We show that the product of all three is $\leq (abc)^3.$ Thus we just show $$\frac{10a^2-5a+1}{a^2-5a+10} \leq a^3,$$and after expansion this is equivalent to when $(a-1)^5 \geq 0,$ which is when $a\geq 1,$ so we're done$.\blacksquare$

Somehow came up with this instantly. Assume FTSOC that $$ \frac{10a^2-5a+1}{b^2-5b+10} < abc$$with cyclic variations holding. Multiplying all three gives us $$\prod \frac{10a^2-5a+1}{a^2-5a+10} < a^3b^3c^3$$. In fact, I claim that $$\frac{10a^2-5a+1}{a^2-5a+10} \geq a^3$$, implying the contradiction.
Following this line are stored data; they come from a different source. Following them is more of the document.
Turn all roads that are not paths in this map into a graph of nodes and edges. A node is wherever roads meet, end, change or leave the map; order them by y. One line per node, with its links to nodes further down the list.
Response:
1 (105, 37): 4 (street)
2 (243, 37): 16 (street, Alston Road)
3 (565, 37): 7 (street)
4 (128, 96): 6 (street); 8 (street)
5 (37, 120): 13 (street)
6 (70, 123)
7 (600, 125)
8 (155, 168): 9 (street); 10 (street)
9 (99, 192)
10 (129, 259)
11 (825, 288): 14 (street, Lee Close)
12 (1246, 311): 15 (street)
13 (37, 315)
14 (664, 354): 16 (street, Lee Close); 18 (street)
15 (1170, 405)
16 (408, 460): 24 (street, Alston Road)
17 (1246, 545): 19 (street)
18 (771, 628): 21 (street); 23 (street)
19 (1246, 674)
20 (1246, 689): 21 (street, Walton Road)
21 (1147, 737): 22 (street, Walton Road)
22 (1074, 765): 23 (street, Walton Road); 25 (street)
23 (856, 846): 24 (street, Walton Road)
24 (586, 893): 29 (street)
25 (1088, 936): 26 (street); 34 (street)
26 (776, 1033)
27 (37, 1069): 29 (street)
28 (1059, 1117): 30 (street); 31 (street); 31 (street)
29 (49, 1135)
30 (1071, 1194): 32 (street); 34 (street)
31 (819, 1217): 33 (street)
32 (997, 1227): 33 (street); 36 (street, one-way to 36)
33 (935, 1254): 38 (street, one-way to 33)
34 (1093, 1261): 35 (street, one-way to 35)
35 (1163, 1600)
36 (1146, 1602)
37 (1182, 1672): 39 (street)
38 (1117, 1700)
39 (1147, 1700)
In fact, it rearranges to $$\frac{(a-1)^5}{a^2-5a+10} \geq 0$$, done.

We will show that $$\frac{10x^2-5x+1}{x^2-5x+10}\le x^3$$for $x\ge 1$. Expanding, we want to prove that $$10x^2-5x+1\le x^5-5x^4+10x^3,$$or $$x^5-5x^4+10x^3-10x^2+5x-1=(x-1)^5\ge 0,$$which is true. Therefore, the product of the three terms in the problem is $\le a^3b^3c^3$. At least one of the terms is $\le abc$.